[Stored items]
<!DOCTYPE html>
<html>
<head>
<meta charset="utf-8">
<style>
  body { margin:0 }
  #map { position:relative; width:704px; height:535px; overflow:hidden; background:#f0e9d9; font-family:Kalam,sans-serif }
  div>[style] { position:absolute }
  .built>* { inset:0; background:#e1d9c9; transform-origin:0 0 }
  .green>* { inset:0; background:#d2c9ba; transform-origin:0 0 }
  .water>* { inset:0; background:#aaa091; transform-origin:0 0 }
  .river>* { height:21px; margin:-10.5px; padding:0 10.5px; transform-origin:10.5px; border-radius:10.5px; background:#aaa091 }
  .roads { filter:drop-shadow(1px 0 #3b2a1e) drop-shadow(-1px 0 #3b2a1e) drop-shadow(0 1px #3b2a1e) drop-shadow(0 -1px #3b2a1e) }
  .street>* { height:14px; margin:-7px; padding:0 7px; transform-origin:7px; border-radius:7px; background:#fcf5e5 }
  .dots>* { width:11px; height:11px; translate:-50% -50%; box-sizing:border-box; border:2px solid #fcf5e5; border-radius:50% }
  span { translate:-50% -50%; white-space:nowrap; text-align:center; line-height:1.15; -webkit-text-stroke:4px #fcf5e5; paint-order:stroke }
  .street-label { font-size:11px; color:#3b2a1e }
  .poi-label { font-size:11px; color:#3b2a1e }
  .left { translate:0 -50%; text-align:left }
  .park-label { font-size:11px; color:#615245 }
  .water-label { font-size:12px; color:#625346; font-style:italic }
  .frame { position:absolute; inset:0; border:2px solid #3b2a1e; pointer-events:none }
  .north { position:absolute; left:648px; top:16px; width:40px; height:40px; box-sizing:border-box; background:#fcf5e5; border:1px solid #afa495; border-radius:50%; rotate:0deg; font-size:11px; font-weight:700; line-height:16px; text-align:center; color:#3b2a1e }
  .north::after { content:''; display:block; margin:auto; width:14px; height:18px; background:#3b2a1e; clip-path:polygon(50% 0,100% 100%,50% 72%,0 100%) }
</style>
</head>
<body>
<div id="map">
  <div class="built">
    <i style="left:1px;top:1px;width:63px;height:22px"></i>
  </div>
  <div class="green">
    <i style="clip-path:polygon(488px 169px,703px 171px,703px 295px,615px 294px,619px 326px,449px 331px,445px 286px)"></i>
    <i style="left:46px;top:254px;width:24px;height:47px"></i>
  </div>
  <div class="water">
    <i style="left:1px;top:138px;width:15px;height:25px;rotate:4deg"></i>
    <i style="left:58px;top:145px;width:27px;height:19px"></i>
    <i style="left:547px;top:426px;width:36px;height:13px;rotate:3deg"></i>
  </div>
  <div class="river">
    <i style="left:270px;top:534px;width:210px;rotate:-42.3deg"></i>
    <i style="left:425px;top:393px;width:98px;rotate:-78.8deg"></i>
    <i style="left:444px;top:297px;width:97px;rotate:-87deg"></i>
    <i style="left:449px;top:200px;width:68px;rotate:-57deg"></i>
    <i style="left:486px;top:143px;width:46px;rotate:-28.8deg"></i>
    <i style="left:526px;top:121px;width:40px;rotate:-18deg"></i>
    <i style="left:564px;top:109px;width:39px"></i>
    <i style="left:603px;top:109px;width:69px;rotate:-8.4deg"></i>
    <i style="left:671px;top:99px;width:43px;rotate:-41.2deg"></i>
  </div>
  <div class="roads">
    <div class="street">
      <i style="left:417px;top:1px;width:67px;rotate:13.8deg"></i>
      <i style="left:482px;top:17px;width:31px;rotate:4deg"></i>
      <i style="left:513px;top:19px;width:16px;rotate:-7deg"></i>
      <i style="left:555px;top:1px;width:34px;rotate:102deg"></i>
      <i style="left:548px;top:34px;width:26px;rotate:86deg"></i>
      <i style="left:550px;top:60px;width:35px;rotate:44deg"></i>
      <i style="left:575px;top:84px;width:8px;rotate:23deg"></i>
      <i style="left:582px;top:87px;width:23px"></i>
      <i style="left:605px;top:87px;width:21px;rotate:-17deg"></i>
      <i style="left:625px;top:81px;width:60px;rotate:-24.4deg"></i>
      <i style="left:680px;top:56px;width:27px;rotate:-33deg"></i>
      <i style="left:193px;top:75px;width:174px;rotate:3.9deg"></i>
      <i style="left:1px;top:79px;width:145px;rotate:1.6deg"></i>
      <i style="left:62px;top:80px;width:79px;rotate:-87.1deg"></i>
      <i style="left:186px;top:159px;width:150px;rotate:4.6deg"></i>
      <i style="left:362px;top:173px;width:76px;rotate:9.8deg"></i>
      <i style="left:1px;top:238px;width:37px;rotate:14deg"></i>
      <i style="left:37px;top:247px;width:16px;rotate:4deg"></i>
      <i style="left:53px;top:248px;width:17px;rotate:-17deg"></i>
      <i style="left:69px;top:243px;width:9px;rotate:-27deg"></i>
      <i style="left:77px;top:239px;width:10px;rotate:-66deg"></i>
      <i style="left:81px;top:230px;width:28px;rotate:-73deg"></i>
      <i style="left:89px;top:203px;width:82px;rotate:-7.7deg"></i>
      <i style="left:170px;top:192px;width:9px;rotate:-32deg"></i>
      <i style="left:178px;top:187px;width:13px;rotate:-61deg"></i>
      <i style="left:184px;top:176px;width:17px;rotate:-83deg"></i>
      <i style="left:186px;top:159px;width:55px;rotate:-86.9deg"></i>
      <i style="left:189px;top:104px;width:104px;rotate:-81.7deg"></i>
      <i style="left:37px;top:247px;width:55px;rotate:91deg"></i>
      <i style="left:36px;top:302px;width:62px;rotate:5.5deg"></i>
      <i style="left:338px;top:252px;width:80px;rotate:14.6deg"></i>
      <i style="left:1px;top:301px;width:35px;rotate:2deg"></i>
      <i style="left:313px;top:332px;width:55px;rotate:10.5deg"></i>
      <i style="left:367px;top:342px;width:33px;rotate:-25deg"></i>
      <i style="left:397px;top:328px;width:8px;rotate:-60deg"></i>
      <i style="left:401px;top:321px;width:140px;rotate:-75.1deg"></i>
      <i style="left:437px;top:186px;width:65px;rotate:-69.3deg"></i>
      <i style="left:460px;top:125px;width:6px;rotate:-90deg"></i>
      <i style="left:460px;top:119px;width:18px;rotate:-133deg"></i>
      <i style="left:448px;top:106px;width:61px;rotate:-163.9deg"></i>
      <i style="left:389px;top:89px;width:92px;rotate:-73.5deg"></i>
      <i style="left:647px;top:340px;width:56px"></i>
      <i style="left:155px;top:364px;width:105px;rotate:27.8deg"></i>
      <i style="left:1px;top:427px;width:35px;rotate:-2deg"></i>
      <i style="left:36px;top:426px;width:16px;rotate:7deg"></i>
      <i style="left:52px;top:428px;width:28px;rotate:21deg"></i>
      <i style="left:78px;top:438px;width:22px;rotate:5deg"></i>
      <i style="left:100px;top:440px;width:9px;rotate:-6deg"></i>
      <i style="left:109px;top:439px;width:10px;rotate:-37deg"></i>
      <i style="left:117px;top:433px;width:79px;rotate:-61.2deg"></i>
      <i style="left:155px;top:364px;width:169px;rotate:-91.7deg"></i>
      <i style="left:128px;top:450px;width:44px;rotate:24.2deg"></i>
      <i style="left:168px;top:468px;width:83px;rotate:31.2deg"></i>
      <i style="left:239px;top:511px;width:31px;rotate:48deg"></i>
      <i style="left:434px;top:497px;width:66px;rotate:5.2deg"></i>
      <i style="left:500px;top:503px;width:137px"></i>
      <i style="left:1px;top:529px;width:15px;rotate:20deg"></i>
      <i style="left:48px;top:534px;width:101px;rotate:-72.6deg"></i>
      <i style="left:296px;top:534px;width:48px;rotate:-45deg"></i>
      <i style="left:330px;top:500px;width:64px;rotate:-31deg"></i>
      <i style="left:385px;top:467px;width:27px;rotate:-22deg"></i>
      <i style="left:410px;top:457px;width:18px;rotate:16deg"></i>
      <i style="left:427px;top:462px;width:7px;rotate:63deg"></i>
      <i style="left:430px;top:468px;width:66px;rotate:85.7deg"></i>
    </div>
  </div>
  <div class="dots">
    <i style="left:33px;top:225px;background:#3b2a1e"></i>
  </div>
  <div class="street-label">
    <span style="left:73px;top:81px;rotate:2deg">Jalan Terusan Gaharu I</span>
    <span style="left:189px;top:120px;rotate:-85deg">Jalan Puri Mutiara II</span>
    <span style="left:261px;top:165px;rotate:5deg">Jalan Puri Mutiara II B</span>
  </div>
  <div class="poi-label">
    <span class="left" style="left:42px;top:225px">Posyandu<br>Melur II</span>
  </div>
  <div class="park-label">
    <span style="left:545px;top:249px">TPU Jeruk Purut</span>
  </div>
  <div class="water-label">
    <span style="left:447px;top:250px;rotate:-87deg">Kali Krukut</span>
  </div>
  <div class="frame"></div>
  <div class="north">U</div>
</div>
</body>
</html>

§ What to work on: Only the lines above from the line with "height:21px; margin:-10.5px; padding:0" to the line with "filter:drop-shadow(1px 0 #3b2a1e)", those two lines included, should be reproduced exactly.

§ Solved problem:
  .river>* { height:21px; margin:-10.5px; padding:0 10.5px; transform-origin:10.5px; border-radius:10.5px; background:#aaa091 }
  .roads { filter:drop-shadow(1px 0 #3b2a1e) drop-shadow(-1px 0 #3b2a1e) drop-shadow(0 1px #3b2a1e) drop-shadow(0 -1px #3b2a1e) }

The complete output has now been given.